Create Your Own: Planter Box


Building a planter box is a simple way to start gardening. This lesson will help you build your own planter box using a few simple items that you can get at any hardware or garden store or by upcycling things you have already. 


 60-90 minutes

See the Create Your Own: Planter Box visual to determine what materials you will use.


Think of starting a planter box like you would a flexible recipe that can turn out great no matter which ingredients you choose. Whether you use a pot designed for planting or an old dresser drawer, they’ll both hold soil. Like any recipe, there are a few key steps you shouldn’t skip! You’ll want to make sure there are holes in the bottom of your container so that the soil doesn’t become too wet, which can hurt some plant roots. You’ll also want to figure out a watering system. This can be as simple as watering by hand every few days, or you can take the time to set up a water-efficient irrigation system or olla system that will save you time later on.


Complete the Create Your Own: Planter Box process by following each step and making your own choices. If you want to learn more about some of the options presented, check out the appendix below.

Write down your “recipe” by coloring in the items you choose or drawing in something you used instead of the options on the sheet. 

Place your planter in a sunny spot and watch your plants flourish and grow!

  •  More information to help inform your choices as you build your planter. 
  • Choosing a Water System
    • Drip Irrigation is made from plastic tubing. It can be finicky to set up but it is highly water efficient and can be attached to automatic timers. 
    • Ollas are unglazed clay pots that can be partially buried in the soil and filled with water.
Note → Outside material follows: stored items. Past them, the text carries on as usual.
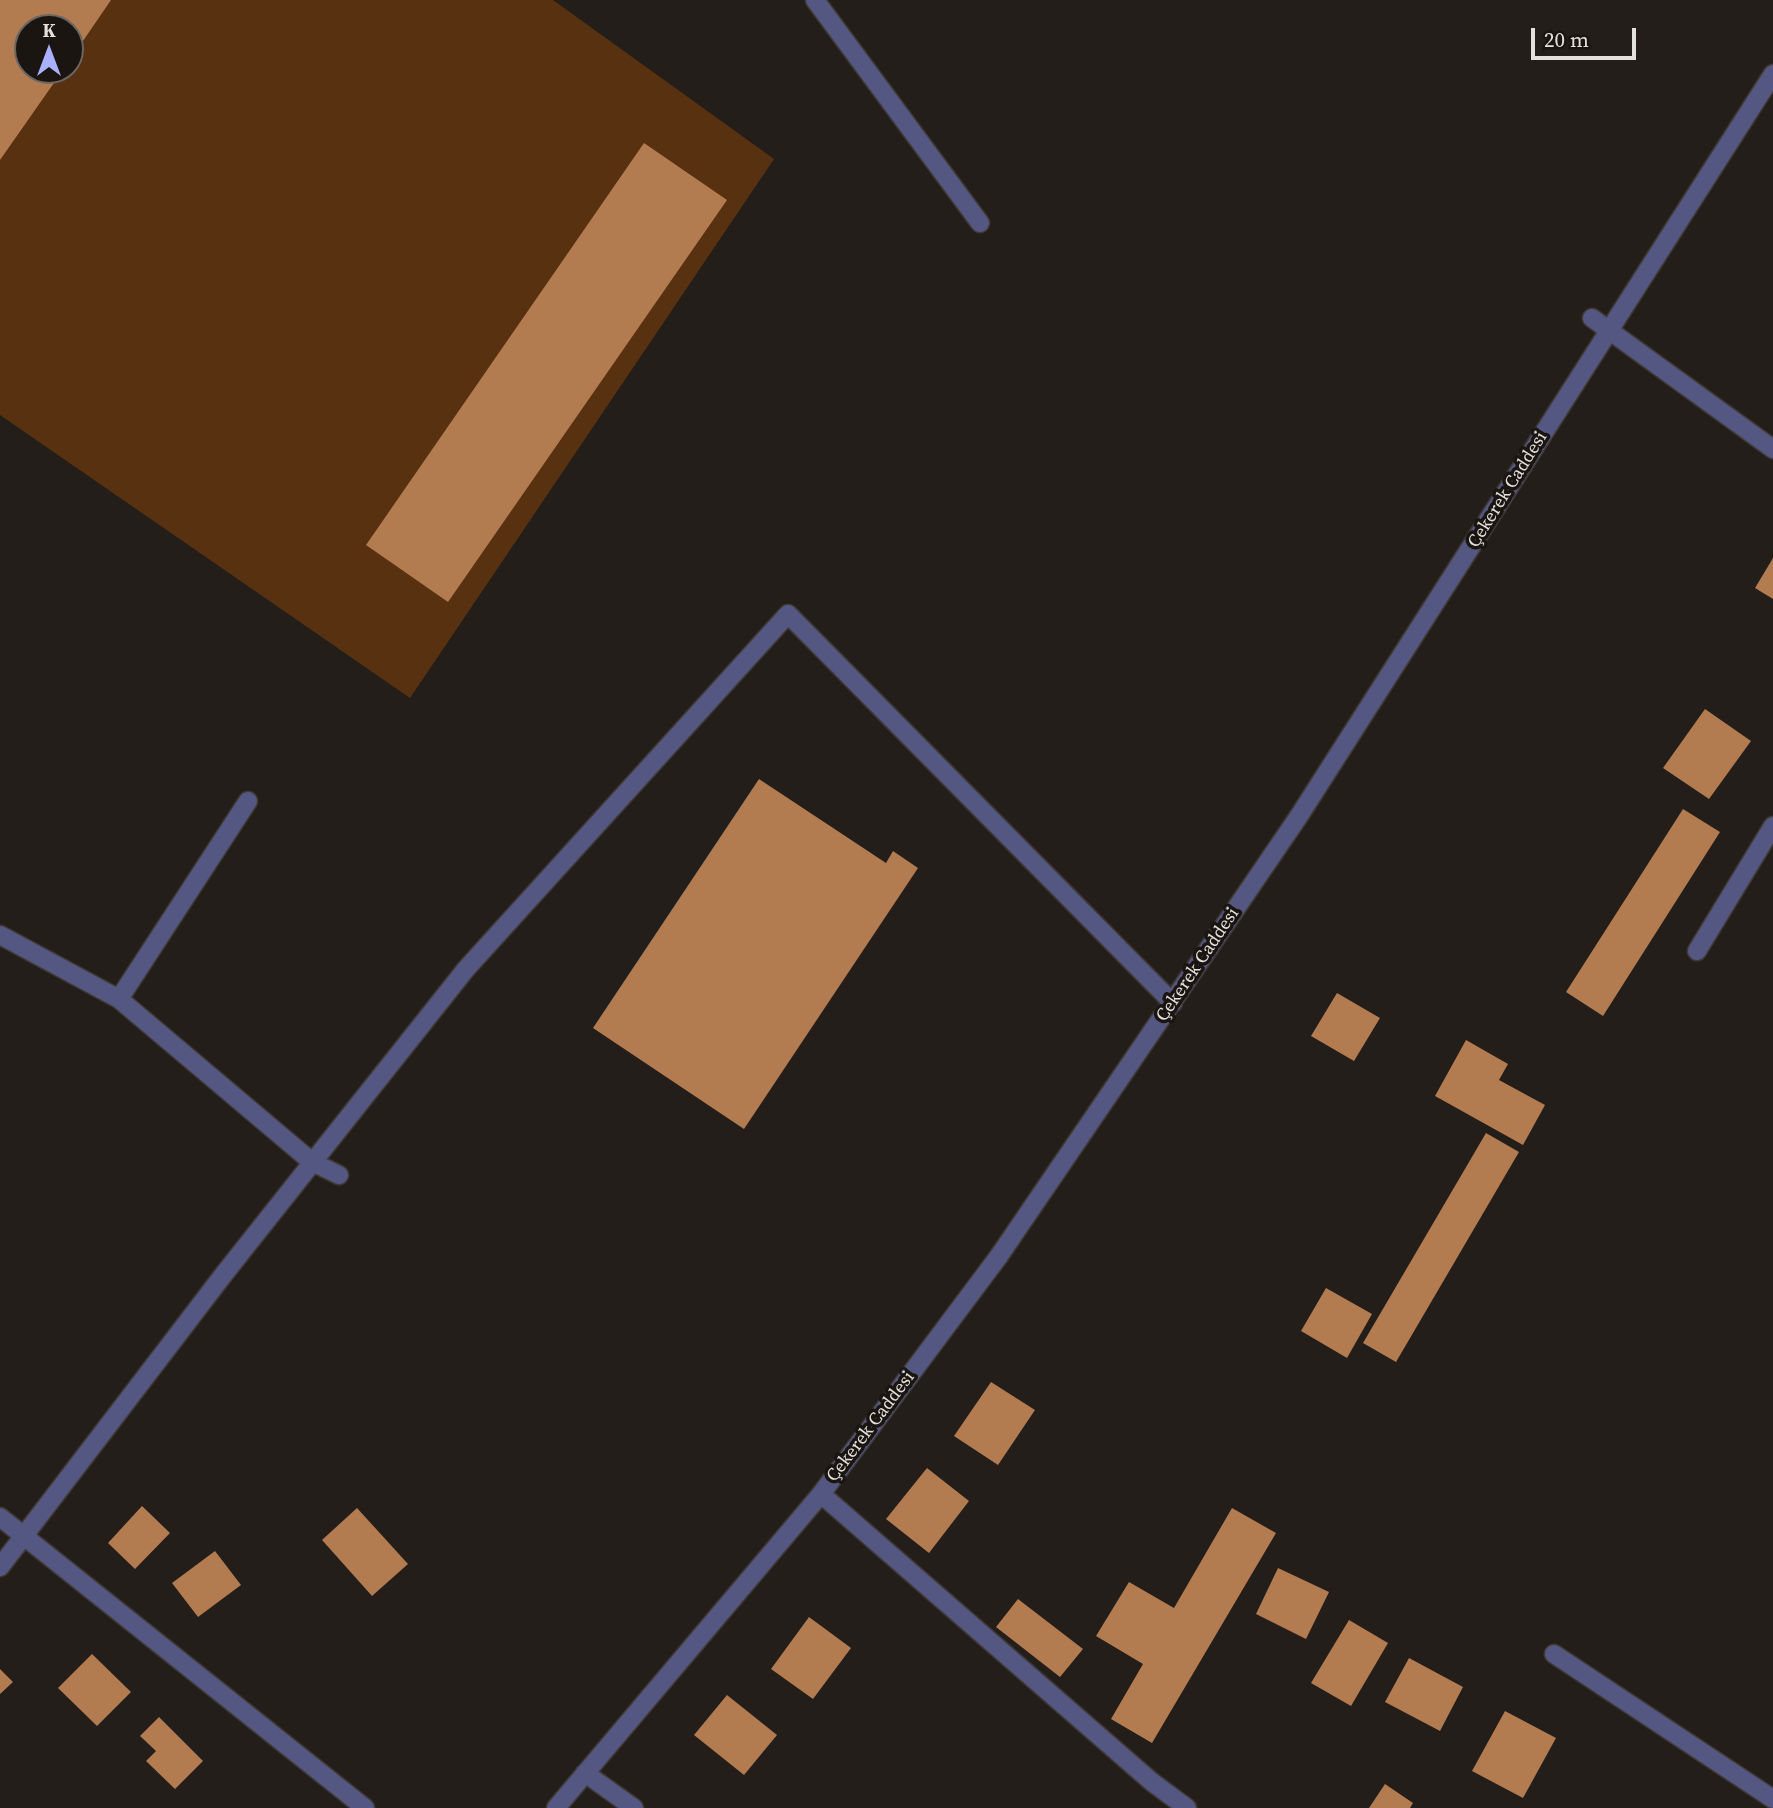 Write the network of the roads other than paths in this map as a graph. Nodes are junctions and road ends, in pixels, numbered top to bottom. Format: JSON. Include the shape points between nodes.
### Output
{"nodes":[{"id":1,"x":815,"y":0,"type":"edge"},
{"id":2,"x":1768,"y":77,"type":"edge"},
{"id":3,"x":980,"y":223,"type":"dead end"},
{"id":4,"x":1592,"y":318,"type":"dead end"},
{"id":5,"x":1610,"y":329,"type":"junction"},
{"id":6,"x":1773,"y":449,"type":"edge"},
{"id":7,"x":248,"y":801,"type":"dead end"},
{"id":8,"x":1773,"y":826,"type":"edge"},
{"id":9,"x":0,"y":935,"type":"edge"},
{"id":10,"x":1697,"y":951,"type":"dead end"},
{"id":11,"x":119,"y":999,"type":"junction"},
{"id":12,"x":1173,"y":1003,"type":"junction"},
{"id":13,"x":312,"y":1162,"type":"junction"},
{"id":14,"x":339,"y":1175,"type":"dead end"},
{"id":15,"x":821,"y":1494,"type":"junction"},
{"id":16,"x":0,"y":1517,"type":"edge"},
{"id":17,"x":24,"y":1535,"type":"junction"},
{"id":18,"x":0,"y":1567,"type":"edge"},
{"id":19,"x":1554,"y":1654,"type":"dead end"},
{"id":20,"x":585,"y":1773,"type":"junction"},
{"id":21,"x":1773,"y":1799,"type":"edge"},
{"id":22,"x":365,"y":1808,"type":"edge"},
{"id":23,"x":556,"y":1808,"type":"edge"},
{"id":24,"x":634,"y":1808,"type":"edge"},
{"id":25,"x":1187,"y":1808,"type":"edge"}],
"edges":[{"from":1,"to":3,"type":"street"},
{"from":2,"to":5,"type":"street","name":"Çekerek Caddesi"},
{"from":4,"to":5,"type":"street"},
{"from":5,"to":6,"type":"street"},
{"from":5,"to":12,"type":"street","name":"Çekerek Caddesi"},
{"from":7,"to":11,"type":"street"},
{"from":8,"to":10,"type":"street"},
{"from":9,"to":11,"type":"street"},
{"from":11,"to":13,"type":"street"},
{"from":12,"to":13,"type":"street","via":[[788,614],[466,969]]},
{"from":12,"to":15,"type":"street","name":"Çekerek Caddesi","via":[[999,1256]]},
{"from":13,"to":14,"type":"street"},
{"from":13,"to":17,"type":"street"},
{"from":15,"to":20,"type":"street","name":"Çekerek Caddesi"},
{"from":15,"to":25,"type":"street"},
{"from":16,"to":17,"type":"street"},
{"from":17,"to":18,"type":"street"},
{"from":17,"to":22,"type":"street"},
{"from":19,"to":21,"type":"street"},
{"from":20,"to":23,"type":"street","name":"Çekerek Caddesi"},
{"from":20,"to":24,"type":"street"}]}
They slowly release water into the ground and reduce the need for frequent watering. There are many do-it-yourself resources for making ollas from standard terra cotta planters or even approximating the effect using old plastic bottles.
  • Organic Nutrients 
    • Organic soil amendments add nutrients that plants need without using chemical fertilizers. They also improve the texture of the soil and its ability to hold water. Here is some more information on a few of our favorites. 
      • Compost is decomposed plant matter that provides essential nutrients and micronutrients for plants.
      • Worm castings are worm poop.  Worm castings are an excellent soil amendment because they help the soil retain moisture and add nutrients.  Worm castings smell less strongly than many other fertilizers!
      • Fish emulsion is a smelly and potent fertilizer.  Fish emulsion is a liquid made from fish remains.
      • Kelp meal is a dry powder fertilizer made from dried seaweed. Kelp meal provides many essential nutrients for plants.
  • Direct Seed or Transplant your favorite plants
    • Choose small, quick-growing, easy to maintain plants for your first planter box.  Try transplanting fresh herbs like parsley, basil, and cilantro. Direct seed radishes, beets, spinach, or mixed salad greens. Marigolds are hardy flowers that will add some color to your planter box. 
Student Notes
  • You can extend this lesson and learn more with the following activities: 
Notes for Teachers and Parents
  • This activity supports students to be more confident in gardening.
  • This activity allows students to customize their projects and work with the materials they have at home. 
  • Students may need support using a drill, knife, or punch to create drainage holes in the bottom of the container.